_Work to be completed_: Only the pictures should be dropped; every line of the data must come back exactly as written.
· · · · · · ·
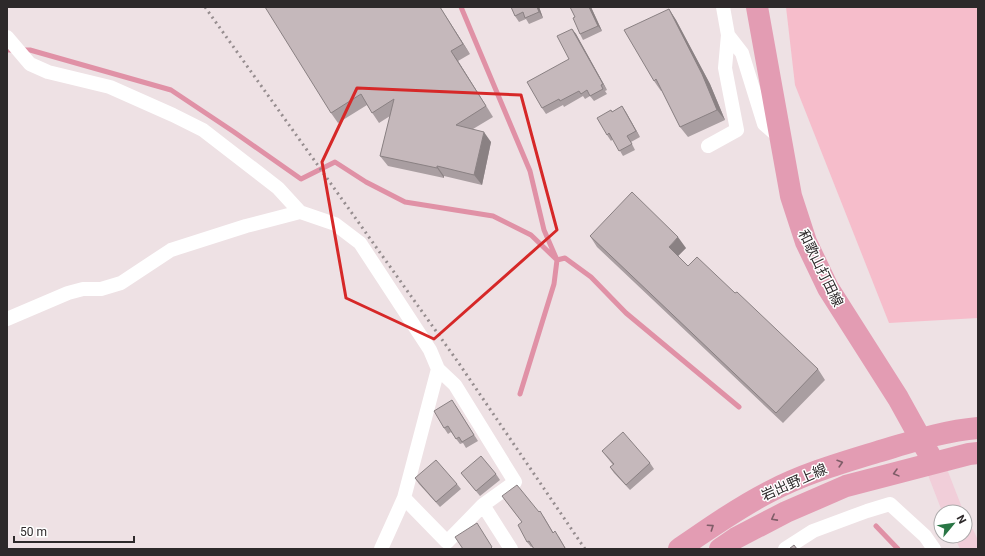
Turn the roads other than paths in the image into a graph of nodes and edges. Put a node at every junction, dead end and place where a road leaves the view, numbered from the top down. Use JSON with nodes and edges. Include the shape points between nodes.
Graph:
{"nodes":[{"id":1,"x":723,"y":7,"type":"edge"},
{"id":2,"x":757,"y":7,"type":"edge"},
{"id":3,"x":728,"y":34,"type":"junction"},
{"id":4,"x":7,"y":37,"type":"edge"},
{"id":5,"x":780,"y":138,"type":"junction"},
{"id":6,"x":708,"y":146,"type":"dead end"},
{"id":7,"x":300,"y":212,"type":"junction"},
{"id":8,"x":7,"y":319,"type":"edge"},
{"id":9,"x":438,"y":369,"type":"junction"},
{"id":10,"x":978,"y":428,"type":"edge"},
{"id":11,"x":920,"y":439,"type":"junction"},
{"id":12,"x":974,"y":453,"type":"edge"},
{"id":13,"x":934,"y":463,"type":"junction"},
{"id":14,"x":404,"y":498,"type":"junction"},
{"id":15,"x":950,"y":504,"type":"edge"},
{"id":16,"x":483,"y":505,"type":"junction"},
{"id":17,"x":381,"y":549,"type":"edge"},
{"id":18,"x":511,"y":549,"type":"edge"},
{"id":19,"x":679,"y":549,"type":"edge"},
{"id":20,"x":720,"y":549,"type":"edge"},
{"id":21,"x":785,"y":549,"type":"edge"},
{"id":22,"x":934,"y":549,"type":"edge"}],
"edges":[{"from":1,"to":3,"type":"street"},
{"from":2,"to":5,"type":"main road","name":"和歌山打田線"},
{"from":3,"to":5,"type":"street","via":[[742,53],[764,124]]},
{"from":3,"to":6,"type":"street","via":[[725,68],[737,130]]},
{"from":4,"to":7,"type":"street","via":[[30,64],[48,72],[110,87],[203,130],[278,188]]},
{"from":5,"to":11,"type":"main road","name":"和歌山打田線","via":[[791,196],[806,242],[828,288],[898,398]]},
{"from":7,"to":8,"type":"street","via":[[171,250],[121,283],[100,290],[83,289],[68,292]]},
{"from":7,"to":9,"type":"street","via":[[335,224],[360,244],[430,350]]},
{"from":9,"to":14,"type":"street"},
{"from":9,"to":16,"type":"street","via":[[455,385],[515,482]]},
{"from":10,"to":11,"type":"main road","via":[[955,430]]},
{"from":11,"to":13,"type":"main road","name":"和歌山打田線"},
{"from":19,"to":11,"type":"main road","name":"岩出野上線","one_way":true,"via":[[769,492],[829,466]]},
{"from":12,"to":13,"type":"main road"},
{"from":13,"to":15,"type":"main road"},
{"from":13,"to":20,"type":"main road","name":"岩出野上線","one_way":true,"via":[[846,486],[786,512]]},
{"from":14,"to":16,"type":"street","via":[[447,542]]},
{"from":14,"to":17,"type":"street"},
{"from":16,"to":18,"type":"street"},
{"from":21,"to":22,"type":"street","via":[[813,531],[890,504],[925,536]]}]}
· · · · · · ·
_Finished exercise_:
Turn the roads other than paths in the image into a graph of nodes and edges. Put a node at every junction, dead end and place where a road leaves the view, numbered from the top down. Use JSON with nodes and edges. Include the shape points between nodes.
Graph:
{"nodes":[{"id":1,"x":723,"y":7,"type":"edge"},
{"id":2,"x":757,"y":7,"type":"edge"},
{"id":3,"x":728,"y":34,"type":"junction"},
{"id":4,"x":7,"y":37,"type":"edge"},
{"id":5,"x":780,"y":138,"type":"junction"},
{"id":6,"x":708,"y":146,"type":"dead end"},
{"id":7,"x":300,"y":212,"type":"junction"},
{"id":8,"x":7,"y":319,"type":"edge"},
{"id":9,"x":438,"y":369,"type":"junction"},
{"id":10,"x":978,"y":428,"type":"edge"},
{"id":11,"x":920,"y":439,"type":"junction"},
{"id":12,"x":974,"y":453,"type":"edge"},
{"id":13,"x":934,"y":463,"type":"junction"},
{"id":14,"x":404,"y":498,"type":"junction"},
{"id":15,"x":950,"y":504,"type":"edge"},
{"id":16,"x":483,"y":505,"type":"junction"},
{"id":17,"x":381,"y":549,"type":"edge"},
{"id":18,"x":511,"y":549,"type":"edge"},
{"id":19,"x":679,"y":549,"type":"edge"},
{"id":20,"x":720,"y":549,"type":"edge"},
{"id":21,"x":785,"y":549,"type":"edge"},
{"id":22,"x":934,"y":549,"type":"edge"}],
"edges":[{"from":1,"to":3,"type":"street"},
{"from":2,"to":5,"type":"main road","name":"和歌山打田線"},
{"from":3,"to":5,"type":"street","via":[[742,53],[764,124]]},
{"from":3,"to":6,"type":"street","via":[[725,68],[737,130]]},
{"from":4,"to":7,"type":"street","via":[[30,64],[48,72],[110,87],[203,130],[278,188]]},
{"from":5,"to":11,"type":"main road","name":"和歌山打田線","via":[[791,196],[806,242],[828,288],[898,398]]},
{"from":7,"to":8,"type":"street","via":[[171,250],[121,283],[100,290],[83,289],[68,292]]},
{"from":7,"to":9,"type":"street","via":[[335,224],[360,244],[430,350]]},
{"from":9,"to":14,"type":"street"},
{"from":9,"to":16,"type":"street","via":[[455,385],[515,482]]},
{"from":10,"to":11,"type":"main road","via":[[955,430]]},
{"from":11,"to":13,"type":"main road","name":"和歌山打田線"},
{"from":19,"to":11,"type":"main road","name":"岩出野上線","one_way":true,"via":[[769,492],[829,466]]},
{"from":12,"to":13,"type":"main road"},
{"from":13,"to":15,"type":"main road"},
{"from":13,"to":20,"type":"main road","name":"岩出野上線","one_way":true,"via":[[846,486],[786,512]]},
{"from":14,"to":16,"type":"street","via":[[447,542]]},
{"from":14,"to":17,"type":"street"},
{"from":16,"to":18,"type":"street"},
{"from":21,"to":22,"type":"street","via":[[813,531],[890,504],[925,536]]}]}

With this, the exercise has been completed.